Required work:
Could you find every line in the entries below that holds the word "Orzechowa" and copy it?

==================================================

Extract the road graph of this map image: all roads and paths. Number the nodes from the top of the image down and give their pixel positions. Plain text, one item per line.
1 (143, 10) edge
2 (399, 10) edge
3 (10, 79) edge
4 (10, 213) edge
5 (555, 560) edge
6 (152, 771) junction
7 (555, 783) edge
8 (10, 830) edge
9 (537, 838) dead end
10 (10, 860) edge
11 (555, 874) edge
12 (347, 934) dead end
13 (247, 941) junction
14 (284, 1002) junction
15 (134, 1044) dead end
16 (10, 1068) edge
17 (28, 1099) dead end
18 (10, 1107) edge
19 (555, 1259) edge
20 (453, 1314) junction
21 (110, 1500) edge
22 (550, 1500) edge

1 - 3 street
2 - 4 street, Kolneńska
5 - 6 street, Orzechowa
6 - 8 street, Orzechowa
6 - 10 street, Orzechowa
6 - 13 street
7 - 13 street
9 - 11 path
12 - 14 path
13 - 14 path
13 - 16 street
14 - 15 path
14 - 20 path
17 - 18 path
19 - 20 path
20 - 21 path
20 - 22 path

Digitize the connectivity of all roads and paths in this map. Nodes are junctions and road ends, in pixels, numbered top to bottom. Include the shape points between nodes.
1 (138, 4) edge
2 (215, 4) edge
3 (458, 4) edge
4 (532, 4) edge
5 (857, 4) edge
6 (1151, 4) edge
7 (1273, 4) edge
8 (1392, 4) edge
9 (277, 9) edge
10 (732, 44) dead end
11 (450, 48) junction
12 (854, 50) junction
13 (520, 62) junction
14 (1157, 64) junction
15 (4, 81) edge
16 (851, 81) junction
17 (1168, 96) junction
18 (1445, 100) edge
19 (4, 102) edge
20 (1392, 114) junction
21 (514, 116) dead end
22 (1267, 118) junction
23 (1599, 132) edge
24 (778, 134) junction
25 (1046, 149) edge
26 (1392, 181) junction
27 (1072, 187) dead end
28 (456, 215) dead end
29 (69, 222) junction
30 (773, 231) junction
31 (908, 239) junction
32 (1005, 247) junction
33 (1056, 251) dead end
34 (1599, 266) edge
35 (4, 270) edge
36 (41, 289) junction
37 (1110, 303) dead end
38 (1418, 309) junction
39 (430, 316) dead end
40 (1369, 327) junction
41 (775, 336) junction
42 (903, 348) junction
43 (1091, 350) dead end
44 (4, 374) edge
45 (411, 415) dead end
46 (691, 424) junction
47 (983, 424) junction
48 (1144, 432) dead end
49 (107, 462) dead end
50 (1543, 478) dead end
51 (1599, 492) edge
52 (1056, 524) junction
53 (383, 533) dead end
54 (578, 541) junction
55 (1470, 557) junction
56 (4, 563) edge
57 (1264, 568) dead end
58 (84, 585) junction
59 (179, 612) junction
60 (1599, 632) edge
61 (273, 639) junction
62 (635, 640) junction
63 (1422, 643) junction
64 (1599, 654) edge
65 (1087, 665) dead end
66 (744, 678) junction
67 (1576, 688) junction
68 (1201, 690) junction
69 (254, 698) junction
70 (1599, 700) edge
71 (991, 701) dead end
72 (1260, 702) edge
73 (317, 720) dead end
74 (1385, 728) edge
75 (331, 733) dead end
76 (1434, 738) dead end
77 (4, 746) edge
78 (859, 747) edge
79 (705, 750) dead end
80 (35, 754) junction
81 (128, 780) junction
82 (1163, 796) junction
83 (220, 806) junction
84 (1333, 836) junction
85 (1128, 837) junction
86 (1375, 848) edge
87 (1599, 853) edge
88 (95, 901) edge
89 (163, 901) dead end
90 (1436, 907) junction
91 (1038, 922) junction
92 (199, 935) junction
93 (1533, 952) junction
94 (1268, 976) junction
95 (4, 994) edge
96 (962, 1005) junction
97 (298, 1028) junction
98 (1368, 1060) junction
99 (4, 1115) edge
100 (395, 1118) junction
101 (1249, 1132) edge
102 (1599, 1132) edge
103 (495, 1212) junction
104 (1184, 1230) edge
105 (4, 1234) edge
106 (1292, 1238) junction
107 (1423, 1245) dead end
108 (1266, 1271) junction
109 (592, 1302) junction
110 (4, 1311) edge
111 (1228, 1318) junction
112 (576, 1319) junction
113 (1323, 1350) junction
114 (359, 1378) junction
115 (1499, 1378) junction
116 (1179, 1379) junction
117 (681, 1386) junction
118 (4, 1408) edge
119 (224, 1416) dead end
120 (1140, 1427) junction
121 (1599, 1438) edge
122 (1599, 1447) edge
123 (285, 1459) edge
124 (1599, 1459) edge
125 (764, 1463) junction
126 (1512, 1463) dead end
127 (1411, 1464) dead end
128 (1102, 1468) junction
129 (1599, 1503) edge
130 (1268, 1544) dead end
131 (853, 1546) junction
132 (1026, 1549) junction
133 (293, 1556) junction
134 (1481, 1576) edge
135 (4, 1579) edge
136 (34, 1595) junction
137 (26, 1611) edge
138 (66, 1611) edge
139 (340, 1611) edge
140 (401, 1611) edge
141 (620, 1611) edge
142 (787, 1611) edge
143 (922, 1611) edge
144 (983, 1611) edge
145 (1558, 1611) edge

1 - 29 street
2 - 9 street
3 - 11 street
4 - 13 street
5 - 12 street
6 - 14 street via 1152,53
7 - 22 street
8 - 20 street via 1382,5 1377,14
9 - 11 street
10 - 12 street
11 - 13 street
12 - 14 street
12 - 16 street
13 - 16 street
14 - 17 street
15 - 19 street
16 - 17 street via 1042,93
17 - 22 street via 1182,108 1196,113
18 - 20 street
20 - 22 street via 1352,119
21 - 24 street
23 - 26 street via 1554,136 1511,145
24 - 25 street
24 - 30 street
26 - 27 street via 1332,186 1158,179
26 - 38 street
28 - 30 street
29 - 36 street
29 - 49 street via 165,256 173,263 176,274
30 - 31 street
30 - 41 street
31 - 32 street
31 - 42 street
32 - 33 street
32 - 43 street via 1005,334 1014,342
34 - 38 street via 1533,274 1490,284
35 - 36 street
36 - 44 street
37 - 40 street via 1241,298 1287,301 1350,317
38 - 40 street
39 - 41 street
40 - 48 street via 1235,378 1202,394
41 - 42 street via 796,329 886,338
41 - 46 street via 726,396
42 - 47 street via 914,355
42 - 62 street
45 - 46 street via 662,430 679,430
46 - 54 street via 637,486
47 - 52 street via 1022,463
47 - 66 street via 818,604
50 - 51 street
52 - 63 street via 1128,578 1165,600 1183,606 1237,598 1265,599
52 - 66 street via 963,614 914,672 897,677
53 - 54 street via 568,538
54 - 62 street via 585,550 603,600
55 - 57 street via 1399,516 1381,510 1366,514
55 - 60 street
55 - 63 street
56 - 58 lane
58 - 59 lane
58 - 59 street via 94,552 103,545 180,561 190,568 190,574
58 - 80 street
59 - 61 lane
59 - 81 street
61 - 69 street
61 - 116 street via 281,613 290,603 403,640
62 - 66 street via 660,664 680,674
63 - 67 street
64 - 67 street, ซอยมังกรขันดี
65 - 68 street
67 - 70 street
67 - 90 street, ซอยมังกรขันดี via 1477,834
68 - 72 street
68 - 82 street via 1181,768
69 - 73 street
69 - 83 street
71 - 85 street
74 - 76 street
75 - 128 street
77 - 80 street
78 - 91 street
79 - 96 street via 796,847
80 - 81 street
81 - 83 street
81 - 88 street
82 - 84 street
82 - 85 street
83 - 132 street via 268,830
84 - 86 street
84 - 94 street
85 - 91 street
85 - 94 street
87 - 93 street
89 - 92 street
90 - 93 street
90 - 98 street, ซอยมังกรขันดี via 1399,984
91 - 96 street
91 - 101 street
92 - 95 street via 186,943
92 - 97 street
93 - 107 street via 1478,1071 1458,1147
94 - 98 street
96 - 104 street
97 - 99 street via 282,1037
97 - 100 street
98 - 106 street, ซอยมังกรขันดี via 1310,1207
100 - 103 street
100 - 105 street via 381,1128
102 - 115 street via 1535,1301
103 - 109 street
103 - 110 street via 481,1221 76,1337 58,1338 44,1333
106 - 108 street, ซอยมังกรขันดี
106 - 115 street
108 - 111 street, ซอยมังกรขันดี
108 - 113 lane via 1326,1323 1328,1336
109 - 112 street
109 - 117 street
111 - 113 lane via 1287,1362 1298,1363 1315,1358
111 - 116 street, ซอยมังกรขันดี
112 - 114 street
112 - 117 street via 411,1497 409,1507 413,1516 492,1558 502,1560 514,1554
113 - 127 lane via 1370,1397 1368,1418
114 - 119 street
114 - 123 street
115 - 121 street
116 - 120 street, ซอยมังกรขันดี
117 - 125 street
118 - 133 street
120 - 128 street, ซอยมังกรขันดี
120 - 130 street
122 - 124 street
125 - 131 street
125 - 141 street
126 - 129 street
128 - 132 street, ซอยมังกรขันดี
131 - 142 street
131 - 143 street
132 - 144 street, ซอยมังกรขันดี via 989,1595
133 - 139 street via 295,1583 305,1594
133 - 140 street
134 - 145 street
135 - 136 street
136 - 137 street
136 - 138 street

==================================================

Your response:
5 - 6 street, Orzechowa
6 - 8 street, Orzechowa
6 - 10 street, Orzechowa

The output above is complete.